Question

The thermal decomposition of dimethyl ether as measured by finding the increase in pressure of the reaction $\left(C{H}_3{)}_{2}O\right(g)\to C{H}_4(g)+H_2(g)+CO(g)$ at ${500}^{\circ }C$ is as follows:

Time (sec)	390	1195	3155	$\infty$
Pressure increase (mm Hg)	96	250	467	619

The initial pressure of either was $312$ mm Hg.
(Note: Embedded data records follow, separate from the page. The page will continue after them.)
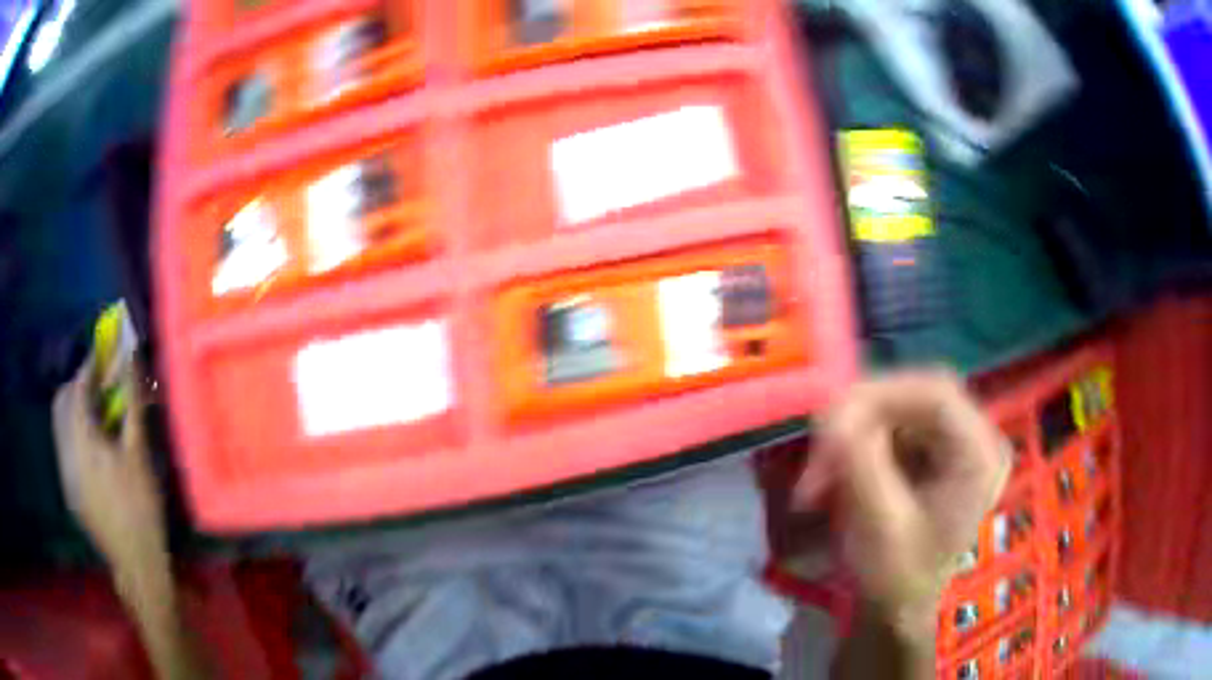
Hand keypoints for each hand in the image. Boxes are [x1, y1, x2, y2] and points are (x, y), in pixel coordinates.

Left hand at [52, 353, 164, 566]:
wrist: (136, 563)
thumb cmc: (141, 507)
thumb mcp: (138, 455)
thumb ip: (131, 405)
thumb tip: (132, 364)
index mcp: (83, 442)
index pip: (77, 388)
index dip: (89, 366)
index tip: (104, 356)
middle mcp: (67, 453)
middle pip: (61, 402)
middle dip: (77, 385)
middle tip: (99, 387)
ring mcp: (65, 475)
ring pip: (59, 425)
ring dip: (74, 410)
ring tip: (97, 417)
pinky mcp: (69, 492)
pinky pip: (64, 448)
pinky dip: (75, 435)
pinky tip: (94, 450)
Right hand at [798, 371, 1009, 635]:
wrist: (901, 611)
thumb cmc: (898, 579)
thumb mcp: (880, 525)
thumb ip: (861, 464)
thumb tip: (832, 411)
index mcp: (980, 455)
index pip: (936, 393)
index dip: (880, 393)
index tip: (829, 419)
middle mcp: (976, 439)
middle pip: (917, 396)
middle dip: (861, 418)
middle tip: (818, 445)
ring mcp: (956, 445)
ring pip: (900, 411)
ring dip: (854, 435)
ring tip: (820, 474)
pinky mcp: (935, 454)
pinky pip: (894, 429)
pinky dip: (859, 446)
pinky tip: (837, 474)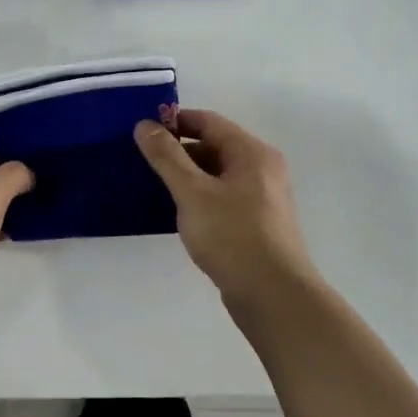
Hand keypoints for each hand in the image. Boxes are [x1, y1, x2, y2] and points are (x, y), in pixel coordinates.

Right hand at [136, 109, 319, 310]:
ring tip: (156, 188)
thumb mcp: (192, 192)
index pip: (209, 122)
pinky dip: (202, 198)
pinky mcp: (259, 223)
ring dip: (189, 177)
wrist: (273, 295)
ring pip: (219, 175)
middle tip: (144, 163)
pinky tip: (180, 214)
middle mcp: (263, 169)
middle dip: (179, 152)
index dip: (175, 122)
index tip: (144, 131)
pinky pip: (224, 197)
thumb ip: (167, 157)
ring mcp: (264, 198)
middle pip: (215, 147)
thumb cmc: (232, 236)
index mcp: (252, 153)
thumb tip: (145, 125)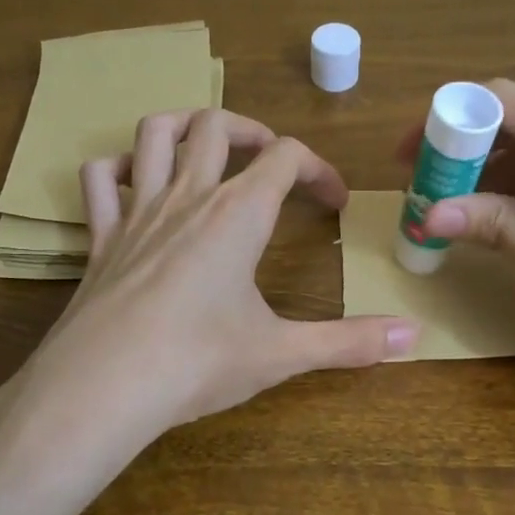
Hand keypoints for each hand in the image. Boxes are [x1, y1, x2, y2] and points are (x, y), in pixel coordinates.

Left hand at [19, 108, 418, 465]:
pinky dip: (118, 168)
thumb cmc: (197, 364)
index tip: (334, 202)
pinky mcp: (100, 238)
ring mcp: (137, 213)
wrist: (101, 389)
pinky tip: (135, 182)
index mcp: (237, 215)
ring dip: (185, 124)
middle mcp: (188, 197)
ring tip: (207, 145)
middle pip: (218, 125)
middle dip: (253, 131)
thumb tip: (416, 334)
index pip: (286, 157)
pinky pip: (99, 180)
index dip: (318, 169)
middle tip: (272, 162)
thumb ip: (350, 342)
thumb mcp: (281, 353)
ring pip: (155, 133)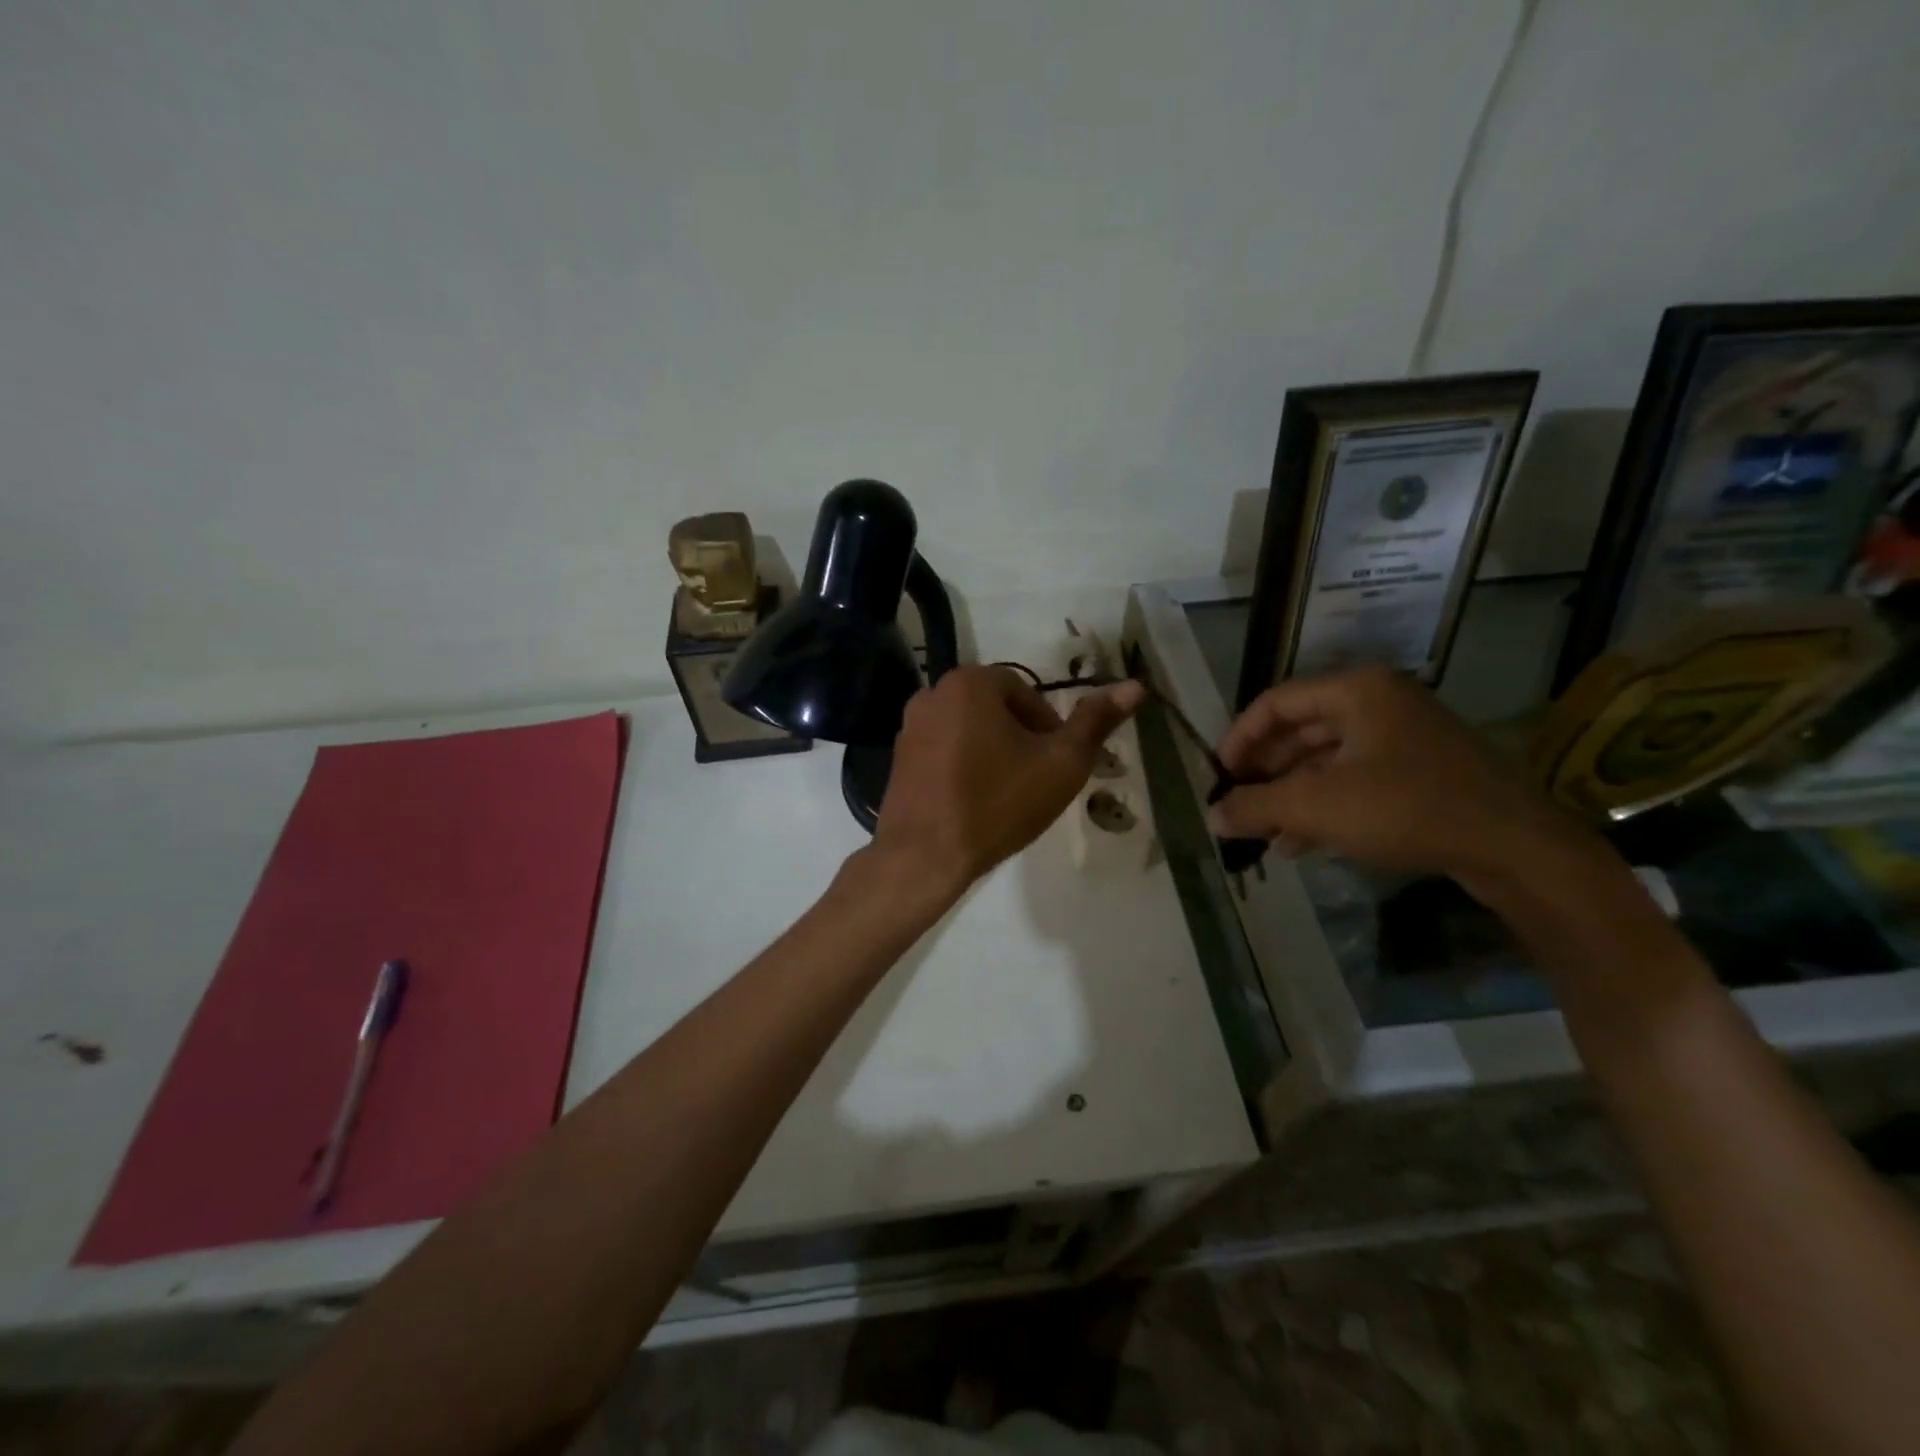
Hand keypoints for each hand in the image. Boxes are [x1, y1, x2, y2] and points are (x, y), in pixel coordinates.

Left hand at [874, 666, 1145, 891]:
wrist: (924, 856)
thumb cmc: (997, 803)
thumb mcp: (1061, 763)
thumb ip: (1096, 722)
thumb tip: (1135, 686)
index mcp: (970, 682)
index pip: (1027, 693)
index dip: (1049, 728)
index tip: (1055, 763)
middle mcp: (933, 692)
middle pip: (996, 709)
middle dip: (1021, 739)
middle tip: (1035, 780)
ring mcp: (909, 725)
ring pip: (970, 729)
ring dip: (993, 752)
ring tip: (1006, 794)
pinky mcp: (898, 757)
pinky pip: (944, 750)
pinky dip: (964, 766)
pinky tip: (974, 801)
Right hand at [1207, 666, 1584, 892]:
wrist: (1516, 848)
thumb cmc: (1407, 807)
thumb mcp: (1317, 806)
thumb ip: (1255, 806)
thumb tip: (1212, 817)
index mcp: (1355, 691)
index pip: (1274, 703)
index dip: (1238, 739)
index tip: (1217, 777)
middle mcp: (1377, 704)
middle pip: (1299, 731)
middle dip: (1263, 772)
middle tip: (1236, 805)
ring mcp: (1402, 739)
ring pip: (1324, 761)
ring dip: (1288, 795)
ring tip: (1260, 831)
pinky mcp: (1419, 773)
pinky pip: (1353, 781)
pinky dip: (1322, 807)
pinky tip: (1297, 844)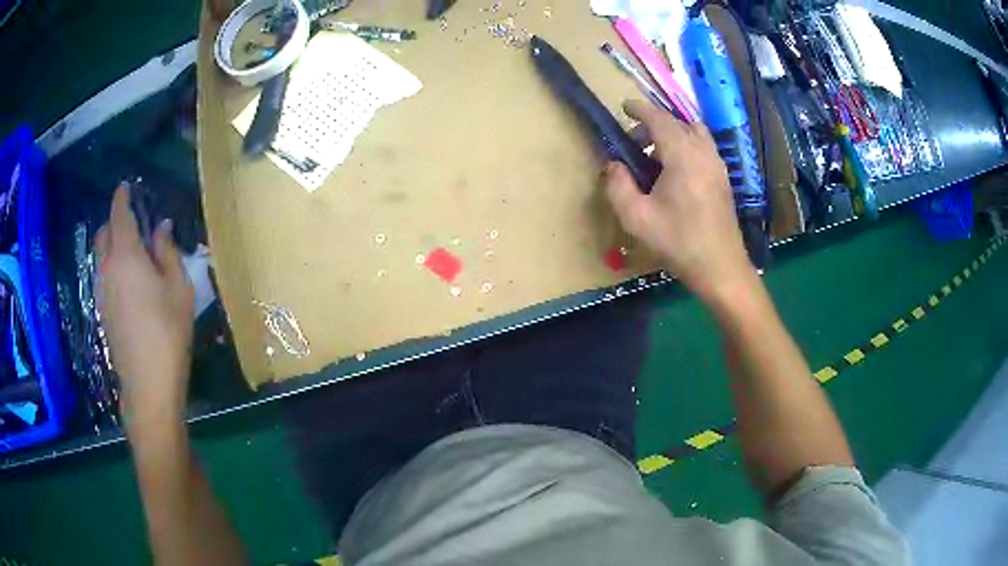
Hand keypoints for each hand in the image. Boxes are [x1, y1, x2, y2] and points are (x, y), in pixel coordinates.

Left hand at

The rate constant of reaction is:

• A. $0.000428se{c}^{-1}$
• B. $0.000544se{c}^{-1}$
• C. $0.000567se{c}^{-1}$
• D. $0.000586se{c}^{-1}$

Answer 1

Answer: (A)

$0.000428se{c}^{-1}$

The unit of rate constant indicates it is the first-order reaction.
The initial pressure of ether is $a=312mmHg$.
After 390 s, the pressure of ether is $a-x$.

Total pressure is $a-x+x+x+x=a+2x$.
$312+2x=312+96$
$x=48$

Thus, the pressure of ether is $a-x=312-48=264$.

The expression for the rate constant of first order reaction is

$k=\frac{2.303}{t}log\frac{a}{a-x}=\frac{2.303}{390}log\frac{312}{264}=0.000428se{c}^{-1}$.